> **MATERIALS PROVIDED**:
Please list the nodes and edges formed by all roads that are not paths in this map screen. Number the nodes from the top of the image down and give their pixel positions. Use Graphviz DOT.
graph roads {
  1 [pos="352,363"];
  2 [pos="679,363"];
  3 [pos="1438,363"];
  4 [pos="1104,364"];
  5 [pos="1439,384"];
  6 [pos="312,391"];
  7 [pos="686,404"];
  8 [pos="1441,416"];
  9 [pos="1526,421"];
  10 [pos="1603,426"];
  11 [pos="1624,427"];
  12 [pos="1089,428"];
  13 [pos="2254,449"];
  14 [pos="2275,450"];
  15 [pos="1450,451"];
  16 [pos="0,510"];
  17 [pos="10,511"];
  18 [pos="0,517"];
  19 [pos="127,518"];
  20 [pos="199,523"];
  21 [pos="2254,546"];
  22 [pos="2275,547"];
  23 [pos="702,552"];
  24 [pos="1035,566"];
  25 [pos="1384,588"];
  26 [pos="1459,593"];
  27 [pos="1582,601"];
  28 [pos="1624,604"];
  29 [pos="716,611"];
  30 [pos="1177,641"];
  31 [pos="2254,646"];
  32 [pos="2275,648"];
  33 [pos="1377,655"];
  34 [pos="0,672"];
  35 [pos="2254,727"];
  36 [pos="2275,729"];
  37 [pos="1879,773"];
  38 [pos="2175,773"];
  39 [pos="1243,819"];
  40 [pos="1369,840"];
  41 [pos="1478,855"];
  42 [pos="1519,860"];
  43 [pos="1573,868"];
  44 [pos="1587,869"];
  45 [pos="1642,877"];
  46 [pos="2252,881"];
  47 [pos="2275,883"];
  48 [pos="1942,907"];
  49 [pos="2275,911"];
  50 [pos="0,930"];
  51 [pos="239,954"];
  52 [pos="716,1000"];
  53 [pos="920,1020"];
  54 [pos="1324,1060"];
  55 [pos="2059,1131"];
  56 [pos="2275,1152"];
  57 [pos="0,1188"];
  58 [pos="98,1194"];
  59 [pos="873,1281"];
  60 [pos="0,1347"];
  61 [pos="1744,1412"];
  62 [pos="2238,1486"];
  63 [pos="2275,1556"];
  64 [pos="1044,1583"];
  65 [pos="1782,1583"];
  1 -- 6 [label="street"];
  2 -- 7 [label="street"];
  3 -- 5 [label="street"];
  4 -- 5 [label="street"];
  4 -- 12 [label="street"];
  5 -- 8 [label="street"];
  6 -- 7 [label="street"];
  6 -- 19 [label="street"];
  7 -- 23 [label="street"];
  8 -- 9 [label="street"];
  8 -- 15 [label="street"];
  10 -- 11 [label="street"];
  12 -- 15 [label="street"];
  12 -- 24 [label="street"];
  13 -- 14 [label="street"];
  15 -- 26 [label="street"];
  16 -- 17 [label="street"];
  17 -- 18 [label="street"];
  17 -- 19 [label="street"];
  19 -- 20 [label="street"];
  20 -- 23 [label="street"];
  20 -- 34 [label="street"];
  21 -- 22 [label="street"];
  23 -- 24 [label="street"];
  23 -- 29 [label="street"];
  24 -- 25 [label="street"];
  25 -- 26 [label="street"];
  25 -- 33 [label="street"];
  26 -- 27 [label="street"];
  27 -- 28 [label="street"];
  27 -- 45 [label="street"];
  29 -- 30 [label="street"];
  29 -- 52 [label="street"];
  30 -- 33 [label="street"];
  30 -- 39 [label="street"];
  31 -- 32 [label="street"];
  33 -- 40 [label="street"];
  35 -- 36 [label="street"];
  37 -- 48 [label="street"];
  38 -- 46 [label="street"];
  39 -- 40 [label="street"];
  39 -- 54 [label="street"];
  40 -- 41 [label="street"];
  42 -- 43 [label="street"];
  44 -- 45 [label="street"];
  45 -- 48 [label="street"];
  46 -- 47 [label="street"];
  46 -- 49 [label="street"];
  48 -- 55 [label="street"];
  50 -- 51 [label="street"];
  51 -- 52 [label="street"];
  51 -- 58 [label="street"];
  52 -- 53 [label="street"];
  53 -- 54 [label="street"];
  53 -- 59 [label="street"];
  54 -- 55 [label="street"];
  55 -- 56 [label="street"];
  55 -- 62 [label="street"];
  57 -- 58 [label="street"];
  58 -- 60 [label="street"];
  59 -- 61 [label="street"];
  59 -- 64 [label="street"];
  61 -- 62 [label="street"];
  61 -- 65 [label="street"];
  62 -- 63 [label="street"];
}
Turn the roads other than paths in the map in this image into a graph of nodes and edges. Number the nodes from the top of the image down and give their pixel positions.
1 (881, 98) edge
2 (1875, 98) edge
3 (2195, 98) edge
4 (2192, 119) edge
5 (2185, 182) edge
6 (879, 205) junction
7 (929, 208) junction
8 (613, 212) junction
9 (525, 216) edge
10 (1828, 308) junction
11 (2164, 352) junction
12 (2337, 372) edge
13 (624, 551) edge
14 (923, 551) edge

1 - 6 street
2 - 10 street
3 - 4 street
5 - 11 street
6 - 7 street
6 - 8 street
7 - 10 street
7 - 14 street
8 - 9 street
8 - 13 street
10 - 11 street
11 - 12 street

> **WORK ORDER**: Your task is to show every line of the listing above containing "Number".

> **RESPONSE BELOW**:
Please list the nodes and edges formed by all roads that are not paths in this map screen. Number the nodes from the top of the image down and give their pixel positions. Use Graphviz DOT.
Turn the roads other than paths in the map in this image into a graph of nodes and edges. Number the nodes from the top of the image down and give their pixel positions.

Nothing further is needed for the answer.